▶ TASK GOAL
The records that follow need to be printed exactly. Leave out each image.

▶ TASK INPUTS
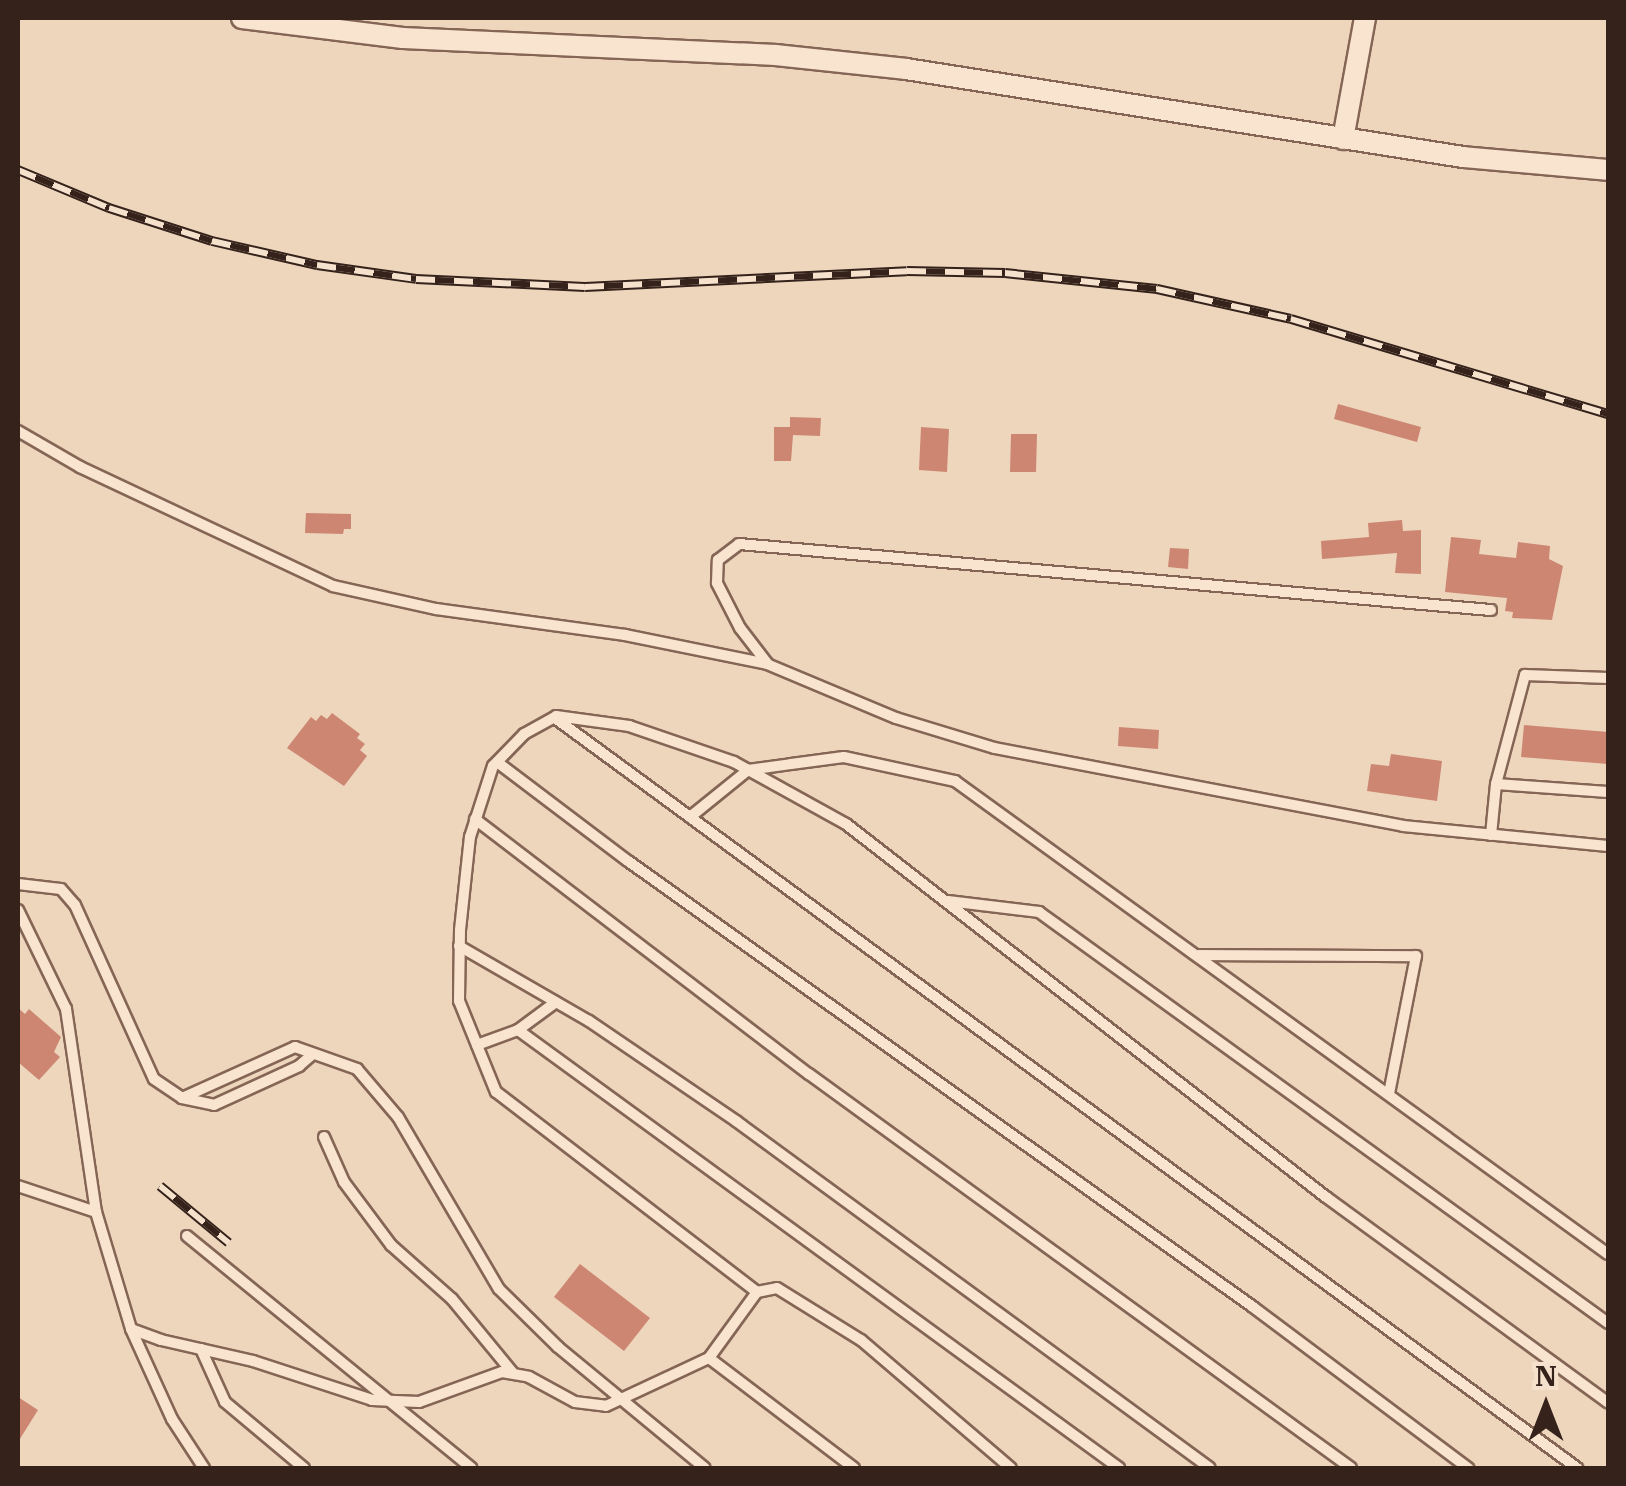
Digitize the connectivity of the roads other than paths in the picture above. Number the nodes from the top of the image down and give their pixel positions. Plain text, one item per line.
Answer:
1 (242, 18) edge
2 (1365, 18) edge
3 (1344, 140) junction
4 (1608, 170) edge
5 (18, 431) edge
6 (1491, 610) dead end
7 (767, 664) junction
8 (1608, 678) edge
9 (554, 718) junction
10 (497, 762) junction
11 (748, 770) junction
12 (1496, 784) junction
13 (1608, 792) edge
14 (690, 817) junction
15 (476, 819) junction
16 (1491, 836) junction
17 (1608, 846) edge
18 (18, 884) edge
19 (944, 900) junction
20 (18, 910) edge
21 (460, 946) junction
22 (1198, 956) junction
23 (556, 1002) junction
24 (518, 1030) junction
25 (477, 1045) junction
26 (312, 1054) junction
27 (1389, 1094) junction
28 (182, 1098) junction
29 (324, 1138) dead end
30 (18, 1186) edge
31 (96, 1212) junction
32 (186, 1236) dead end
33 (1608, 1254) edge
34 (757, 1292) junction
35 (1608, 1324) edge
36 (132, 1330) junction
37 (200, 1349) junction
38 (709, 1358) junction
39 (514, 1373) junction
40 (621, 1399) junction
41 (384, 1400) junction
42 (1608, 1403) edge
43 (204, 1468) edge
44 (304, 1468) edge
45 (471, 1468) edge
46 (705, 1468) edge
47 (854, 1468) edge
48 (1010, 1468) edge
49 (1119, 1468) edge
50 (1210, 1468) edge
51 (1351, 1468) edge
52 (1468, 1468) edge
53 (1577, 1468) edge

1 - 3 street
2 - 3 street
3 - 4 street
5 - 7 lane
6 - 7 lane
7 - 16 lane
8 - 12 lane
9 - 10 lane
9 - 11 lane
9 - 14 lane
10 - 15 lane
10 - 52 lane
11 - 14 lane
11 - 19 lane
11 - 22 lane
12 - 13 lane
12 - 16 lane
14 - 53 lane
15 - 21 lane
15 - 51 lane
16 - 17 lane
18 - 28 lane
19 - 35 lane
19 - 42 lane
20 - 31 lane
21 - 23 lane
21 - 25 lane
22 - 27 lane
22 - 27 lane
23 - 24 lane
23 - 50 lane
24 - 25 lane
24 - 49 lane
25 - 34 lane
26 - 28 lane
26 - 28 lane
26 - 40 lane
27 - 33 lane
29 - 39 lane
30 - 31 lane
31 - 36 lane
32 - 41 lane
34 - 38 lane
34 - 48 lane
36 - 37 lane
36 - 43 lane
37 - 41 lane
37 - 44 lane
38 - 40 lane
38 - 47 lane
39 - 40 lane
39 - 41 lane
40 - 46 lane
41 - 45 lane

▶ RESPONSE TO THE TASK
Digitize the connectivity of the roads other than paths in the picture above. Number the nodes from the top of the image down and give their pixel positions. Plain text, one item per line.
Answer:
1 (242, 18) edge
2 (1365, 18) edge
3 (1344, 140) junction
4 (1608, 170) edge
5 (18, 431) edge
6 (1491, 610) dead end
7 (767, 664) junction
8 (1608, 678) edge
9 (554, 718) junction
10 (497, 762) junction
11 (748, 770) junction
12 (1496, 784) junction
13 (1608, 792) edge
14 (690, 817) junction
15 (476, 819) junction
16 (1491, 836) junction
17 (1608, 846) edge
18 (18, 884) edge
19 (944, 900) junction
20 (18, 910) edge
21 (460, 946) junction
22 (1198, 956) junction
23 (556, 1002) junction
24 (518, 1030) junction
25 (477, 1045) junction
26 (312, 1054) junction
27 (1389, 1094) junction
28 (182, 1098) junction
29 (324, 1138) dead end
30 (18, 1186) edge
31 (96, 1212) junction
32 (186, 1236) dead end
33 (1608, 1254) edge
34 (757, 1292) junction
35 (1608, 1324) edge
36 (132, 1330) junction
37 (200, 1349) junction
38 (709, 1358) junction
39 (514, 1373) junction
40 (621, 1399) junction
41 (384, 1400) junction
42 (1608, 1403) edge
43 (204, 1468) edge
44 (304, 1468) edge
45 (471, 1468) edge
46 (705, 1468) edge
47 (854, 1468) edge
48 (1010, 1468) edge
49 (1119, 1468) edge
50 (1210, 1468) edge
51 (1351, 1468) edge
52 (1468, 1468) edge
53 (1577, 1468) edge

1 - 3 street
2 - 3 street
3 - 4 street
5 - 7 lane
6 - 7 lane
7 - 16 lane
8 - 12 lane
9 - 10 lane
9 - 11 lane
9 - 14 lane
10 - 15 lane
10 - 52 lane
11 - 14 lane
11 - 19 lane
11 - 22 lane
12 - 13 lane
12 - 16 lane
14 - 53 lane
15 - 21 lane
15 - 51 lane
16 - 17 lane
18 - 28 lane
19 - 35 lane
19 - 42 lane
20 - 31 lane
21 - 23 lane
21 - 25 lane
22 - 27 lane
22 - 27 lane
23 - 24 lane
23 - 50 lane
24 - 25 lane
24 - 49 lane
25 - 34 lane
26 - 28 lane
26 - 28 lane
26 - 40 lane
27 - 33 lane
29 - 39 lane
30 - 31 lane
31 - 36 lane
32 - 41 lane
34 - 38 lane
34 - 48 lane
36 - 37 lane
36 - 43 lane
37 - 41 lane
37 - 44 lane
38 - 40 lane
38 - 47 lane
39 - 40 lane
39 - 41 lane
40 - 46 lane
41 - 45 lane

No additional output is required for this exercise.